Flux Information Sciences | Private/Public | Review

The Chicago Reader | Monica Kendrick

...like a letter from the golden age of industrial music...

I always open packages from Young God Records with great enthusiasm, because I really do beleive that founder Michael Gira knows some things that must people don't. His latest release, Flux Information Sciences' Private/Public, is like a letter from the golden age of industrial music, which, in my opinion, was before Al Jourgensen stopped singing with a fake british accent -back when ugly frequencies really were dangerous and hearing everything that's fatal and destructive about modern culture getting thrown into the Cuisinart was still exciting.

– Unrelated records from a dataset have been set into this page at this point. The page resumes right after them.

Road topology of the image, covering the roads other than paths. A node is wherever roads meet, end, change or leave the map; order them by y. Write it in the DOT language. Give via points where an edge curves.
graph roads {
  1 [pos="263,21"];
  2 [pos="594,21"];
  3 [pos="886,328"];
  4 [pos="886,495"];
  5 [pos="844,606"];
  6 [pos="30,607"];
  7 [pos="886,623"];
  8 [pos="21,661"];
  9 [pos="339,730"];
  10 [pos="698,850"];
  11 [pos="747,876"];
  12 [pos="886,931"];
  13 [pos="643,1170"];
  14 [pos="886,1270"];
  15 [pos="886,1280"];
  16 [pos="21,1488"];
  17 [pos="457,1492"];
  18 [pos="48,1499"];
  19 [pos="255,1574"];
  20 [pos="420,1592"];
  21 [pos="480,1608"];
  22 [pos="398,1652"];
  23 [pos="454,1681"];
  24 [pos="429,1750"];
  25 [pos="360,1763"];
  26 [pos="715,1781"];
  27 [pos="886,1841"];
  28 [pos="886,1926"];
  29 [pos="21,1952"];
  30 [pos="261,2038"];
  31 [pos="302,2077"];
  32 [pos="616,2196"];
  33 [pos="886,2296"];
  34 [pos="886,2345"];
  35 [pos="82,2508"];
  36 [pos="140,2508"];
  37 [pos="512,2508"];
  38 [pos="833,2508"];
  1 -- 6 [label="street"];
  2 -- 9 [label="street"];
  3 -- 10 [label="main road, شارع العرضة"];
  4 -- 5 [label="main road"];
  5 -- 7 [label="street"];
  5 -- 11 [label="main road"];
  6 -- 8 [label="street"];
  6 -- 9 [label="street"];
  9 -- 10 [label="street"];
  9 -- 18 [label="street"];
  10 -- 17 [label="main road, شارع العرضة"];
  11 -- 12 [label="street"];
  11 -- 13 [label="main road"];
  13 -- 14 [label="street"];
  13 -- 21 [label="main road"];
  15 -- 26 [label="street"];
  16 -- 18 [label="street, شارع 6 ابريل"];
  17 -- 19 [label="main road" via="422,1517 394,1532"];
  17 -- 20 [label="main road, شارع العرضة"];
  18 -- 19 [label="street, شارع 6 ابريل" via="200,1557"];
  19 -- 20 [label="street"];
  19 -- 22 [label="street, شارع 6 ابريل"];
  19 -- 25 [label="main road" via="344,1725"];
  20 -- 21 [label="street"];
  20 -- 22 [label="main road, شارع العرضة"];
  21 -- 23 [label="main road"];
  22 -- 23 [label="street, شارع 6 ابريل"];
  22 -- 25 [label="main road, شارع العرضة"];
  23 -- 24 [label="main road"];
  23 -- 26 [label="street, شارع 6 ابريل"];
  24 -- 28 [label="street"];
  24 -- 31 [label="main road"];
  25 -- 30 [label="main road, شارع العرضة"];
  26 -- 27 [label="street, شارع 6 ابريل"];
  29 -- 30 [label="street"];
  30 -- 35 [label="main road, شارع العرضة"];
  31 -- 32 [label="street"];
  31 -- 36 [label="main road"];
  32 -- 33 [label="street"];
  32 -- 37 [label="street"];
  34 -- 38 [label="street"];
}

Gira's press release claims that when these 19 clanking, thumping, spine-shuddering tracks were recorded mostly live in the studio, 50 of the band's friends and fans were standing around naked and blindfolded, "like lawn furniture made of flesh." There is a community out there -and always has been- where the creative process is wild like that, inverted and subverted like that, fun and twisted and sexy like that, its undercurrents of rage and frustration aknowledged in the work. Flux Information Sciences' jerky klang-musik may be retro, in that it's reminiscent of the post punk ferocity of classic Neubauten or the New York no wave scene that spawned Gira's old band Swans, but it's still much more alive than most of what claims to be the music of today.